This week has been a bit of a toughie for me. I have been really struggling to walk, move around, do simple tasks and just be myself. For someone who thrives to work hard and like’s ensuring the day is filled to the brim with productivity, this has been a too little hard to manage in my current state.
Last week I gave you a little insight in to my life. ‘When Life Gives you Lemons, Make Lemonade.’ Sometimes, we have to put making lemonade on hold. Especially when health is a concern.
In a previous blog post I talked about my upcoming womb operation for my endometriosis. And I have now had said operation.
Sadly, I had a few complications whilst in surgery. It was worst than they expected, and instead of just removing the endometriosis (which was extensive), I also had something called ‘Adhesiolysis’ performed on me, as well as having a large cyst on my ovaries removed.
After the surgery, my blood pressure was incredibly low, I was in unbearable amounts of agony, I’d completely lost my appetite and I was sick a few times.
Because of these complications it meant I couldn’t leave the hospital on the day of the surgery (as was planned). I had to stay a few days, which may I add, was awful. I couldn’t sleep a wink, I had drains attached to my stomach and my hand, and to be quite honest, I felt like a useless turnip. I wanted nothing more than to go home to my own bed.

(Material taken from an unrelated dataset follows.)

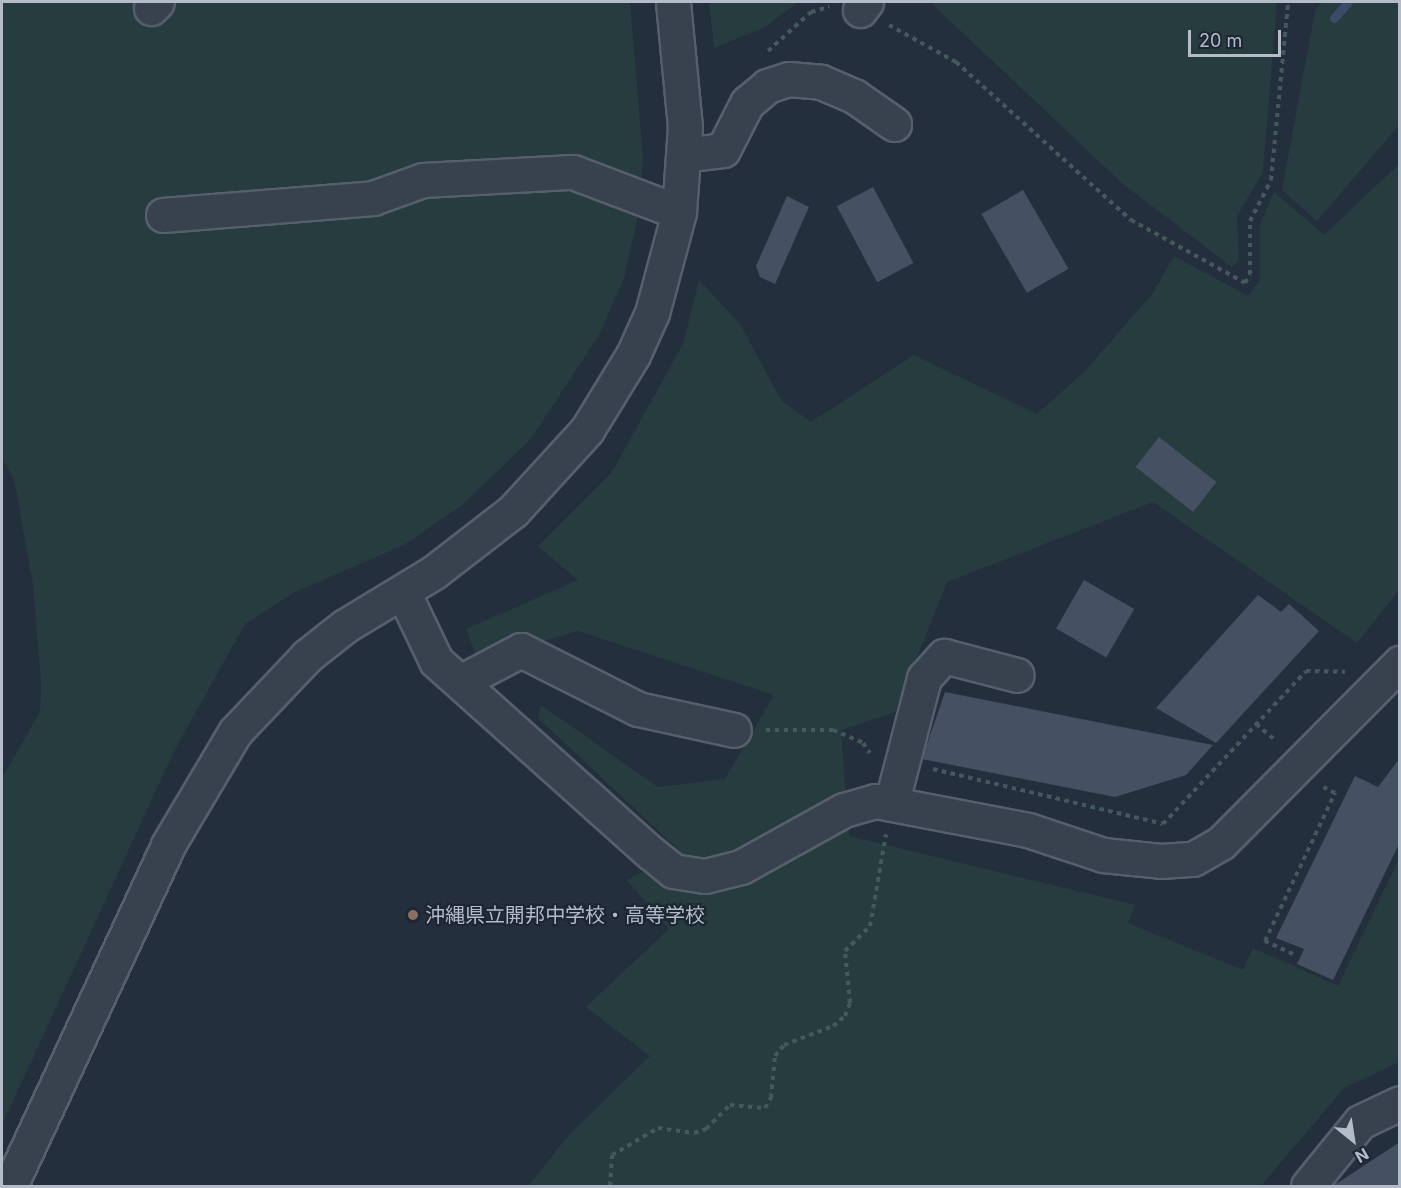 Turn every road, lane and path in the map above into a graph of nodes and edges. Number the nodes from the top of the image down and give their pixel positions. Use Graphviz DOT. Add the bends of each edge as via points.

Luckily, I was discharged early (two days after the surgery) after speaking with a doctor at the hospital. The nurses suggested that I stay another night or two, but I really didn’t want to.
As you can imagine, staying in hospital isn’t the most dreamiest of places to be in.
Anyway, I was so incredibly happy to be home. SO SO happy!
Being at home has been a bit of a struggle, however, I have had Joe looking after me. To be honest, it’s been kind of sweet that Joe has been so supportive, caring and so attentive… I’m not used to being smothered with love and care (just joking Joseph)!
The things I’m struggling with the most since the surgery is that I’m not able to perform simple tasks or walk around for a long period of time without feeling out of breath and feeling the need to sit down.
One of the hardest tasks was taking a shower, I was almost in tears because I couldn’t climb into the bath without Joe’s help, once in I couldn’t bend my head forward to wash my hair (it was a real struggle believe me). I was also so nervous about getting my wound patches wet (even though they are splash proof) that I was moving around like a lost puppy who had never seen water before. Scared stiff.
Also, Co-Codamol is a real game changer. I’ve been on this stuff before and boy it is powerful. After five minutes of downing two, I feel like I’m seeing double… that’s when I realise I need to put on my specks. Blind problems and Co-Codamol are a no no. How anybody is able to perform a daily task with these in their system is beyond me.
Anyway, I’ve got two weeks off to get back to normal, my stitches are being removed next Monday and I just need to take each day as it comes.
I’m sorry for this rambly piece of writing. I always feel better when I’ve expressed myself and got everything noted down. I’m sure you don’t need to know every detail of my surgery and progress but it’s really helping me deal with things.